At a step conducted prior to a brazing step in a manufacturing process of the heat exchanger 100, a brazing filler metal paste is used. The brazing filler metal paste is applied to joining portions (brazing portions) of the components of the heat exchanger 100. After the brazing step, the components are in condition of being joined to one another with the joints formed from the brazing filler metal 140.

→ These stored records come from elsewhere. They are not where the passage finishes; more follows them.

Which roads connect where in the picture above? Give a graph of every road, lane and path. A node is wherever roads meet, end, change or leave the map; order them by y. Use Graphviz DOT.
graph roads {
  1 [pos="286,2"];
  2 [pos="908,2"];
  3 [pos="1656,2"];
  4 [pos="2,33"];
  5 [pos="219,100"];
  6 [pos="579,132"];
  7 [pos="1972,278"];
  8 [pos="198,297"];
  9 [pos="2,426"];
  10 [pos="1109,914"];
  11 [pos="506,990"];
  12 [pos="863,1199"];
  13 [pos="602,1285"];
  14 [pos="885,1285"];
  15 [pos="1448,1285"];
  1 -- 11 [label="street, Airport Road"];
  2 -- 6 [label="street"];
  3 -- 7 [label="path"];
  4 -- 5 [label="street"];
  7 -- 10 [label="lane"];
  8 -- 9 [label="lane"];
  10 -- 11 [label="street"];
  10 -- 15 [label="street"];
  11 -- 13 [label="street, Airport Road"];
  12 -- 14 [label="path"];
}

In the present embodiment, to ease handling of the brazing filler metal 140, the brazing filler metal 140 is exemplarily used in the form of paste by being kneaded with an organic binder and an organic solvent. The brazing filler metal 140 in the form of paste has a predetermined viscosity so that it can be easily applied to the joining portions, for example, using a spray, a dispenser, and the like, or by screen coating, roll coating and the like. The brazing filler metal paste can be applied to the components before the components are assembled. Alternatively, the brazing filler metal paste can be applied to the joining portions after the components are assembled.

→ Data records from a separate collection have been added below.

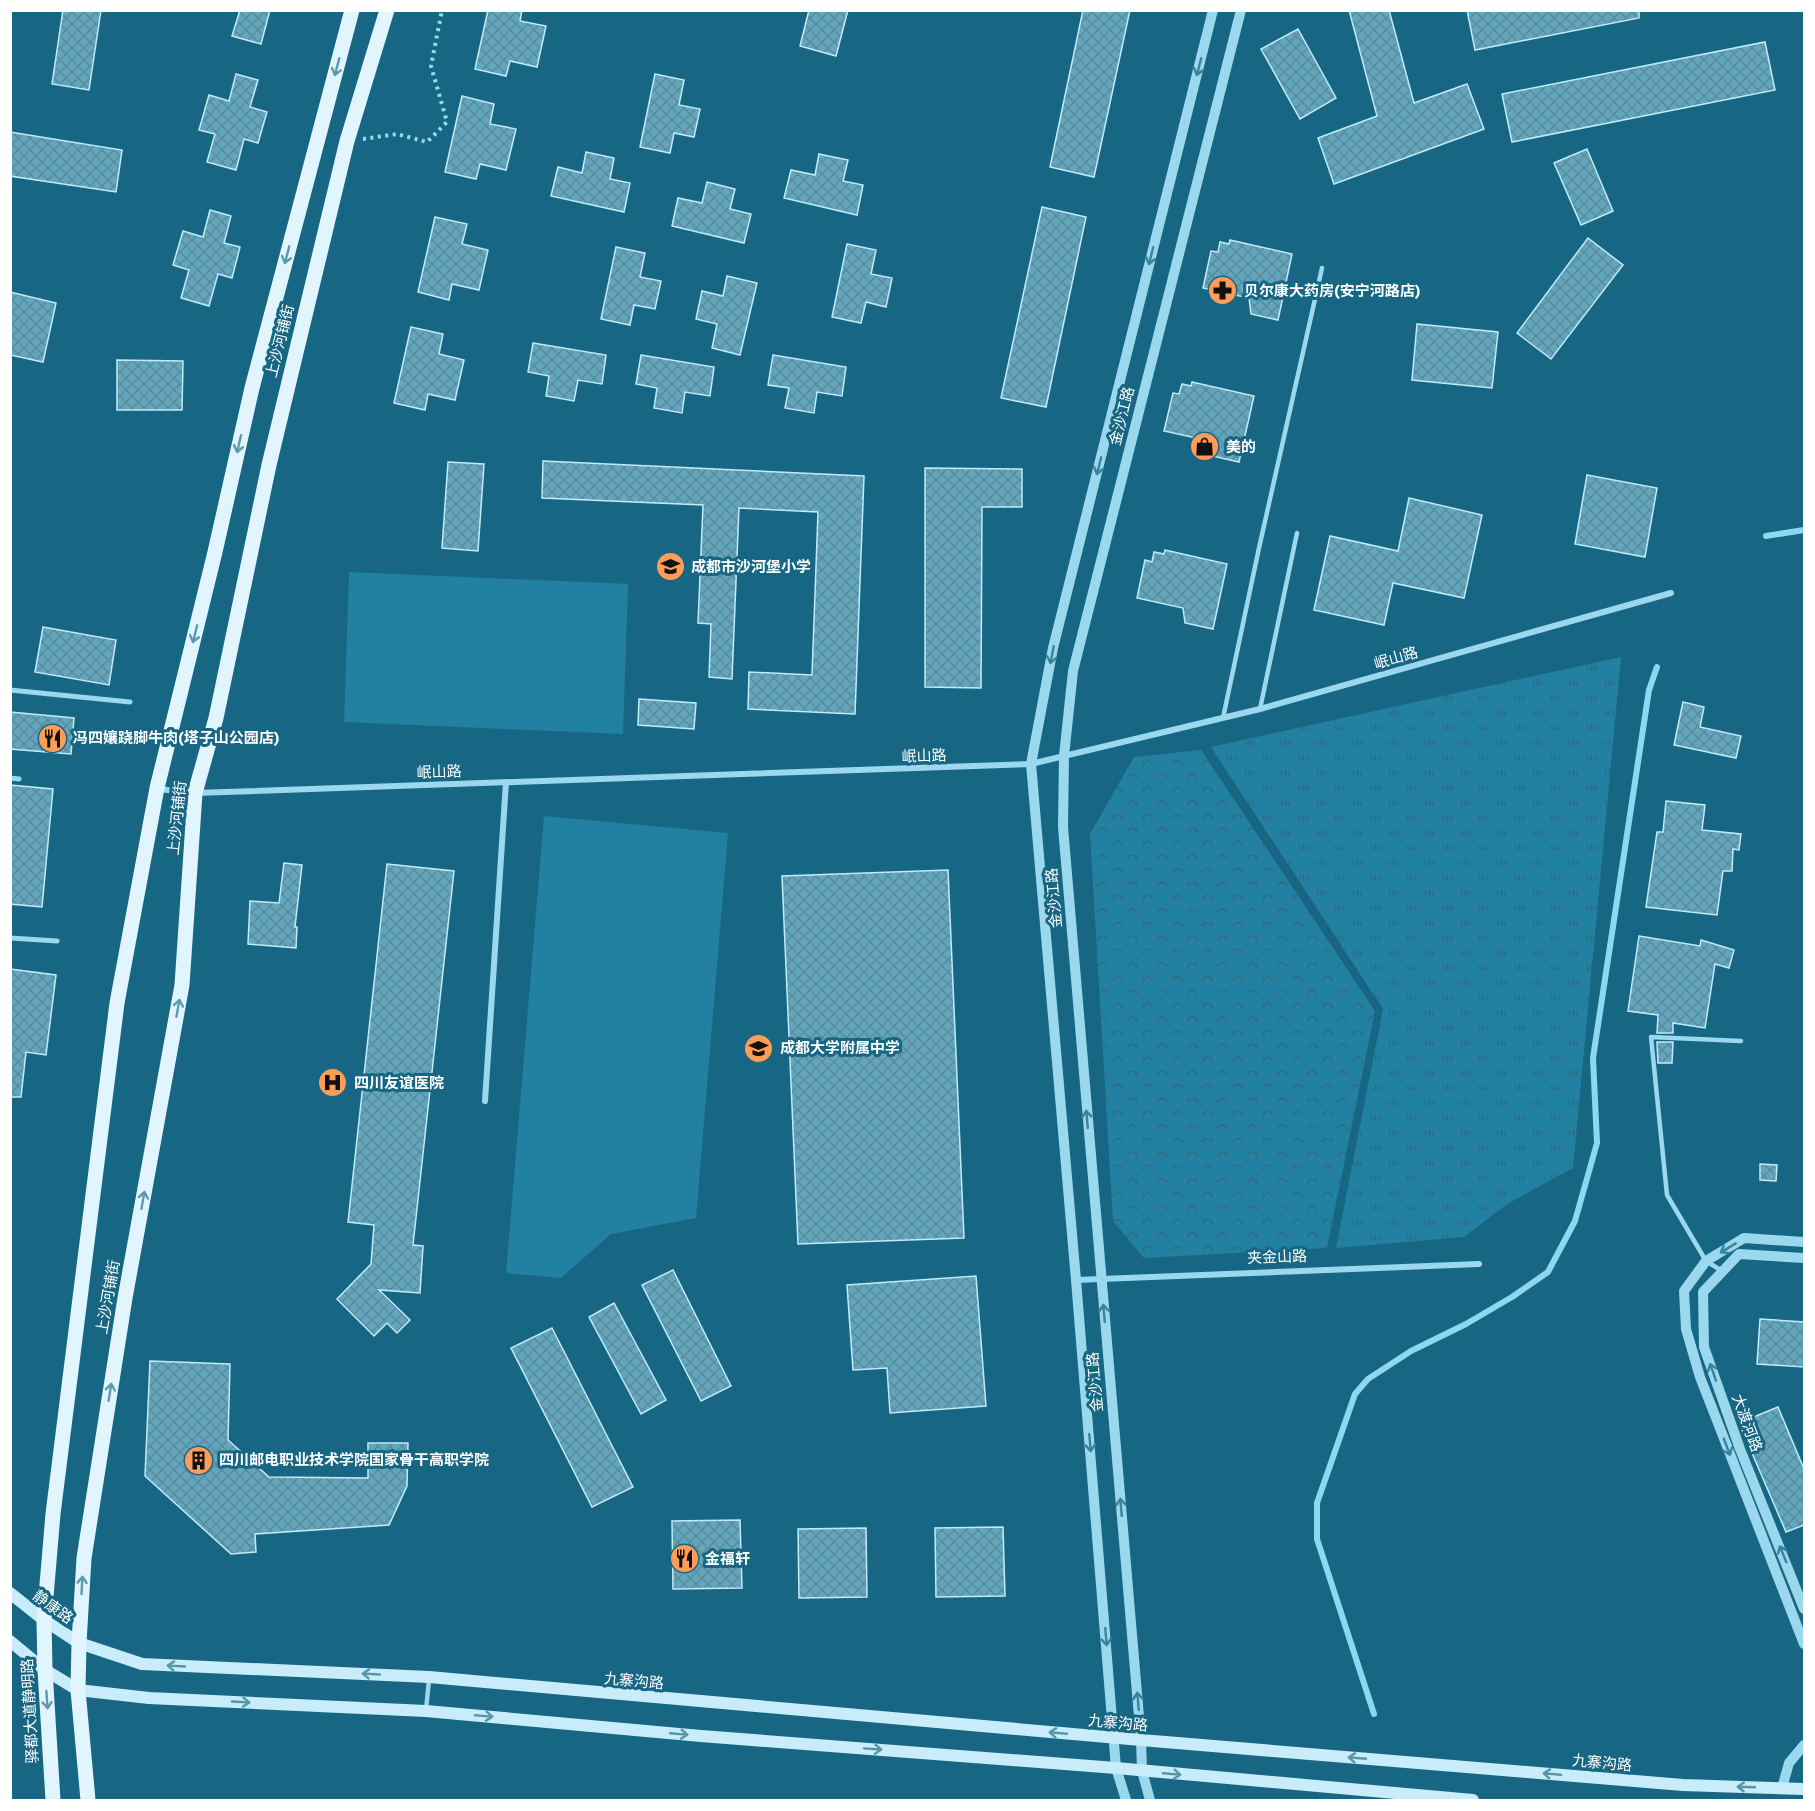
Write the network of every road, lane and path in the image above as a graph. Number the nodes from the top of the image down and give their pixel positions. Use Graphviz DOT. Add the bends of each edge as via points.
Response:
graph roads {
  1 [pos="352,10"];
  2 [pos="387,10"];
  3 [pos="442,10"];
  4 [pos="1213,10"];
  5 [pos="1241,10"];
  6 [pos="347,141"];
  7 [pos="1322,268"];
  8 [pos="1297,533"];
  9 [pos="1671,593"];
  10 [pos="10,690"];
  11 [pos="130,702"];
  12 [pos="1260,709"];
  13 [pos="1223,718"];
  14 [pos="1064,756"];
  15 [pos="1031,764"];
  16 [pos="10,778"];
  17 [pos="19,779"];
  18 [pos="506,782"];
  19 [pos="157,789"];
  20 [pos="195,793"];
  21 [pos="10,938"];
  22 [pos="57,941"];
  23 [pos="1741,1041"];
  24 [pos="485,1101"];
  25 [pos="1804,1242"];
  26 [pos="1804,1258"];
  27 [pos="1706,1261"];
  28 [pos="1479,1264"];
  29 [pos="1722,1271"];
  30 [pos="1101,1279"];
  31 [pos="1076,1280"];
  32 [pos="10,1593"];
  33 [pos="1804,1609"];
  34 [pos="45,1620"];
  35 [pos="10,1641"];
  36 [pos="79,1644"];
  37 [pos="1804,1644"];
  38 [pos="45,1670"];
  39 [pos="429,1677"];
  40 [pos="78,1690"];
  41 [pos="426,1711"];
  42 [pos="1115,1738"];
  43 [pos="1141,1740"];
  44 [pos="1804,1745"];
  45 [pos="1116,1768"];
  46 [pos="1142,1771"];
  47 [pos="1782,1788"];
  48 [pos="1804,1789"];
  49 [pos="54,1800"];
  50 [pos="88,1800"];
  51 [pos="1126,1800"];
  52 [pos="1150,1800"];
  53 [pos="1473,1800"];
  1 -- 19 [label="main road, 上沙河铺街, one-way" via="252,388"];
  2 -- 6 [label="main road, 上沙河铺街"];
  3 -- 6 [label="path" via="431,66 447,122 427,142 397,134"];
  4 -- 15 [label="street, 金沙江路, one-way" via="1053,648"];
  5 -- 14 [label="street, 金沙江路" via="1073,671"];
  6 -- 20 [label="main road, 上沙河铺街" via="269,465 216,718"];
  7 -- 13 [label="lane"];
  8 -- 12 [label="lane"];
  9 -- 12 [label="street, 岷山路"];
  10 -- 11 [label="street"];
  12 -- 13 [label="street, 岷山路"];
  13 -- 14 [label="street, 岷山路"];
  14 -- 15 [label="street, 岷山路"];
  30 -- 14 [label="street, 金沙江路, one-way" via="1063,827"];
  15 -- 18 [label="street, 岷山路"];
  15 -- 31 [label="street, 金沙江路"];
  16 -- 17 [label="street"];
  18 -- 20 [label="street, 岷山路"];
  18 -- 24 [label="street"];
  19 -- 20 [label="street, 岷山路"];
  19 -- 34 [label="main road, 上沙河铺街" via="117,1003 55,1503"];
  36 -- 20 [label="main road, 上沙河铺街, one-way" via="84,1558 125,1298 182,986"];
  21 -- 22 [label="street"];
  23 -- 27 [label="lane" via="1651,1037 1667,1195"];
  25 -- 27 [label="street, one-way" via="1744,1238"];
  26 -- 29 [label="street, 大渡河路" via="1739,1254"];
  27 -- 29 [label="lane"];
  27 -- 37 [label="street, 大渡河路, one-way" via="1684,1291 1686,1329 1700,1377"];
  28 -- 30 [label="street, 夹金山路"];
  33 -- 29 [label="street, 大渡河路, one-way" via="1704,1347 1703,1292"];
  30 -- 31 [label="street, 夹金山路"];
  43 -- 30 [label="street, 金沙江路, one-way"];
  31 -- 42 [label="street, 金沙江路, one-way"];
  32 -- 34 [label="main road, 静康路"];
  34 -- 36 [label="main road, 静康路"];
  34 -- 38 [label="main road, 驿都大道静明路"];
  35 -- 38 [label="main road"];
  39 -- 36 [label="main road, 静康路, one-way" via="142,1664"];
  36 -- 40 [label="main road"];
  38 -- 40 [label="main road"];
  38 -- 49 [label="main road, 驿都大道静明路, one-way"];
  39 -- 41 [label="lane"];
  42 -- 39 [label="main road, 九寨沟路, one-way"];
  40 -- 41 [label="main road, one-way" via="150,1698"];
  40 -- 50 [label="main road"];
  41 -- 45 [label="main road, one-way"];
  42 -- 43 [label="main road, 九寨沟路"];
  42 -- 45 [label="street, 金沙江路"];
  43 -- 46 [label="street, 金沙江路"];
  47 -- 43 [label="main road, 九寨沟路, one-way" via="1683,1785"];
  44 -- 47 [label="street" via="1789,1763"];
  45 -- 46 [label="main road"];
  45 -- 51 [label="street, 金沙江路"];
  46 -- 52 [label="street, 金沙江路"];
  46 -- 53 [label="main road, one-way"];
  47 -- 48 [label="main road, 九寨沟路"];
}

For example, the brazing filler metal paste can be applied to an entirety of the joining portion. As another example, the brazing filler metal paste can be applied only to an upper location of the joining portion in anticipation of flowing by gravitation. In this case, the brazing filler metal paste can be applied to a portion away from the joining portion. The components of the heat exchanger 100 can be brazed by a general brazing method, such as brazing under an inert atmosphere of nitrogen and the like or brazing under a reduction atmosphere using hydrogen and the like.

As examples of the organic binder, (meth)acrylic acid polymer, (meth)acrylic acid ester polymer, copolymer of (meth)acrylic acid and (meth)acrylic acid ester, polystyrene, copolymer of styrene and (meth)acrylic acid ester, polybutene, polyisobutylene, glycerin, and the like are used. As examples of the organic solvent, 3-methoxybutyl acetate, ethylene glycol monobutyl ether acetate, diethylene glycol monobutyl ether acetate, propylene glycol monomethylether acetate, butylacetate, n-propyl acetate, propylene glycol diacetate, propylene glycol n-propyl ether, dipropylene glycol n-propyl ether, aromatic hydrocarbon, aliphatic hydrocarbon, and the like are used.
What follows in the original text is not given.